In recent years, Idaho has experienced a growing inflow of funds from special interest groups who supporting the introduction of school voucher programs in Idaho. These “school choice advocates” and their pro-voucher allies in the Idaho Legislature were instrumental in introducing several bills during the 2023 legislative session to siphon funds away from public schools to fund private and religious schools.
Thankfully, their efforts were unsuccessful. But pro-voucher forces are already working on new and creative ways to strip our public schools of their already scarce resources to help subsidize private school tuition for more wealthy Idahoans — a bell that can never be unrung. Idaho lawmakers must continue to support Idaho’s public schools and resist the call from out-of-state moneymen eager to privatize public education.
Voucher proponents argue that school vouchers allow parents to choose the best educational options for their children. However, a closer look reveals an intricate narrative where promoters of school vouchers, backed by substantial out-of-state financial resources, are undermining public education in their pursuit of expanding school choice.
School voucher activists have been wielding their financial clout to influence lawmakers and promote the idea that educational success is best achieved through privatization. The American Federation for Children, one of Idaho’s top spending lobbyists in the 2023 legislative session, spent hundreds of thousands of dollars to influence power and convince lawmakers to strip resources from an already underfunded public education system to fund a private school system with no mechanisms for accountability. These organizations were successful in helping pass Arizona’s voucher program in 2022.

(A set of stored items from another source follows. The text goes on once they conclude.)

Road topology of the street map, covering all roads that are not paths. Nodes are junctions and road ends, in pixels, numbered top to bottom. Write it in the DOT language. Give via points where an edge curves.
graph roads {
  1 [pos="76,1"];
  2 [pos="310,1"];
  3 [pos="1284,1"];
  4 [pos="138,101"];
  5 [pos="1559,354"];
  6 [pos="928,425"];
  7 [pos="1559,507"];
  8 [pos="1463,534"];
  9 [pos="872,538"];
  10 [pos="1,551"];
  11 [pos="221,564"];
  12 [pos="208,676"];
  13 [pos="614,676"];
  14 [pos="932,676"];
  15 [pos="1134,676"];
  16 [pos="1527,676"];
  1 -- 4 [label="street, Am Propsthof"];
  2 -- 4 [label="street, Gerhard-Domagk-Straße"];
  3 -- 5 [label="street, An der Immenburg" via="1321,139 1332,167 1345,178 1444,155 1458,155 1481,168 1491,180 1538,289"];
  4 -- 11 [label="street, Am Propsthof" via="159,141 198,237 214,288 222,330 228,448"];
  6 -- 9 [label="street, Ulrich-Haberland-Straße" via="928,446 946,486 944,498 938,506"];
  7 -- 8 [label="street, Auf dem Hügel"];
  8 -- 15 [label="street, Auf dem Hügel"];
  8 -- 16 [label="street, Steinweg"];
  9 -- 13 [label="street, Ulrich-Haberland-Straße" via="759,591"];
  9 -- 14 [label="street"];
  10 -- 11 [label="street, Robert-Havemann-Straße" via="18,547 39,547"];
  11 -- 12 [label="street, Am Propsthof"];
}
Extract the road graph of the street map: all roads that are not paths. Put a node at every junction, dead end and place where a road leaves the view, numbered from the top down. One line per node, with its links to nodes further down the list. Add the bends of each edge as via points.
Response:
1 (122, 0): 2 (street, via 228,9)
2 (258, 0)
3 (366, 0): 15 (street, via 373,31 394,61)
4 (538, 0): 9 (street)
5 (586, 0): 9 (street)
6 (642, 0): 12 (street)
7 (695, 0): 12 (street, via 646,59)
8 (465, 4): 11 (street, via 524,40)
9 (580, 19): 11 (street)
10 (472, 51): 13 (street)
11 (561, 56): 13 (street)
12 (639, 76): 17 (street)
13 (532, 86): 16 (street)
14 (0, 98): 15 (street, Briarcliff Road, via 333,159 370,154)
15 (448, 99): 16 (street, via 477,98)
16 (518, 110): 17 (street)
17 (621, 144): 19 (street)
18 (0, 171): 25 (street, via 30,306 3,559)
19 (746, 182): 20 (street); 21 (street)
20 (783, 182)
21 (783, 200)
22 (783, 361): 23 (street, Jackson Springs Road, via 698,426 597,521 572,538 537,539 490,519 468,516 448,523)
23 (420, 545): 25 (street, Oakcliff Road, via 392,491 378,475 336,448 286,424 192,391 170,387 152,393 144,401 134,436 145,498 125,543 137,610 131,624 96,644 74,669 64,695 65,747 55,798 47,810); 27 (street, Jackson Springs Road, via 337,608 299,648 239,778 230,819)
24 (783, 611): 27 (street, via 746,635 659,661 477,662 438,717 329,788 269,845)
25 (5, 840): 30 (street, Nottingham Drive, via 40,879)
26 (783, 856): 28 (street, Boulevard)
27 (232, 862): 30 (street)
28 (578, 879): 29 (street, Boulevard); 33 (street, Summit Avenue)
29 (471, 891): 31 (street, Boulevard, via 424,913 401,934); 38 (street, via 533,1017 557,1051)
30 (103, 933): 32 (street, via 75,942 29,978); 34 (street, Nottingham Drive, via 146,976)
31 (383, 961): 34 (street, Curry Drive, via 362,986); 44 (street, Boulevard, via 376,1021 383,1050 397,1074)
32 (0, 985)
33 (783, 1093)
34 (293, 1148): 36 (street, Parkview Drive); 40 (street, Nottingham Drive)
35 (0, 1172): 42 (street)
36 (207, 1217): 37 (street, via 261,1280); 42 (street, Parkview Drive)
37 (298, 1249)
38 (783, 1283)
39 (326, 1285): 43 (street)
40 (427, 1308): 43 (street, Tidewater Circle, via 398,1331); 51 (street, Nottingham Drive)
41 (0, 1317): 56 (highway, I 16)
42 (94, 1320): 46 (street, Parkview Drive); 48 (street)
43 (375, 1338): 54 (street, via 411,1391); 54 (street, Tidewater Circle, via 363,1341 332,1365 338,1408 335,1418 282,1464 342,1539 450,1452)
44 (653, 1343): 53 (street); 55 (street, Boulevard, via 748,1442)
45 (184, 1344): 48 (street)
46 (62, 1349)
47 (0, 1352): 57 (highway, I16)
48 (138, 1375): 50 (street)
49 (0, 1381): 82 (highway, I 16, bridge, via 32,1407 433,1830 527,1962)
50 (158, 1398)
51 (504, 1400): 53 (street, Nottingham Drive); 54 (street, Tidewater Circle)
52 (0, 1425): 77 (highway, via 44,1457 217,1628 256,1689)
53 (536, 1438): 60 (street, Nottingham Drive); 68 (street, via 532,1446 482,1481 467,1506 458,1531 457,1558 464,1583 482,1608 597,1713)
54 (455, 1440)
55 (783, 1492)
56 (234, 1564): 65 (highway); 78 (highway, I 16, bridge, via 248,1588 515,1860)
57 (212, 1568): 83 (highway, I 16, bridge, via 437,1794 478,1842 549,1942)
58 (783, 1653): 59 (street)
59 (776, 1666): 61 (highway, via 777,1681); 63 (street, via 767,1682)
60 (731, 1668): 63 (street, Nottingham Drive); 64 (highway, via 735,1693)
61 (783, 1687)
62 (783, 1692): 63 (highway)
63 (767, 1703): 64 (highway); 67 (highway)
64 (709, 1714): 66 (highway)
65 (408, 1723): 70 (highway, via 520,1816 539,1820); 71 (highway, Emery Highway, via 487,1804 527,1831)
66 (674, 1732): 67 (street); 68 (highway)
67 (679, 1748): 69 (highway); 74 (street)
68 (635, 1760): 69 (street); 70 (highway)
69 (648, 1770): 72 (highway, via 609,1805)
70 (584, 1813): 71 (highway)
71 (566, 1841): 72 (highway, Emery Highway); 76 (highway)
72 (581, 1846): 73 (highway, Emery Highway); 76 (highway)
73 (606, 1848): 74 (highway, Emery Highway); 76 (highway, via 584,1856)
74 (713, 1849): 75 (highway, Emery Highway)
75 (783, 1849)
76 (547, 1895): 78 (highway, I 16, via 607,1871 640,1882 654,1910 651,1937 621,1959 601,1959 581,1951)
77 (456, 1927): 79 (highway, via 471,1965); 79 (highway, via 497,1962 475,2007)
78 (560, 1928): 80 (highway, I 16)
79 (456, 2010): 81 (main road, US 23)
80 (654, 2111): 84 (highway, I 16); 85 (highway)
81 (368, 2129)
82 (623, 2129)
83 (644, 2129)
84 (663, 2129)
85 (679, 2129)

The Arizona model, which Idaho lawmakers attempted to replicate last session, was set to cost taxpayers $65 million, but that figure has ballooned to nearly $1 billion. Voucher advocates would lead you to believe this only demonstrates these programs’ popularity. Yet, most students utilizing vouchers to attend private schools have never stepped foot in a public school. That means Arizona’s taxpayers subsidize tuition for families already attending private schools.
The flood of money into Idaho to advocate for school vouchers is not just about providing alternatives but rather a strategic move to weaken public schools. Opponents of public education have been quick to employ a discrediting narrative, casting doubt on the effectiveness and integrity of public schools. Part of that narrative is a sinister attempt to destroy the public’s confidence in public schools by manufacturing stories about school libraries and indoctrination.
In 2021, then Lt. Governor Janice McGeachin chaired an “indoctrination taskforce” aimed at ridding schools of Marxist ideology and Critical Race Theory. While the committee could not produce any evidence of Marxism or the teachings of an obscure legal theory, they did recommend that state legislators expand school choice, like vouchers for private school tuition and homeschoolers in Idaho. Since then, voucher proponents have manufactured a slew of false accusations to diminish public education and disparage Idaho educators.
Public schools in Idaho face challenges, but the answer is not diverting resources and discrediting the institutions that serve as the bedrock of our communities. Instead of siphoning resources away from public education, Idaho needs to address the root causes of educational disparities, invest in public education improvements, and ensure an equitable education for all Idaho students. Idaho public schools are innovative and will continue to meet the needs of all students.
During the 2024 legislative session, there will be a remarkable effort and unprecedented spending to put some kind of voucher program into law. Once Idaho decides to fund private school tuition, there will be no turning back. Idaho lawmakers should continue to make investments in our constitutionally mandated public system of education and focus on the public school facility needs in rural communities.
Matt Compton is the associate executive director of the Idaho Education Association.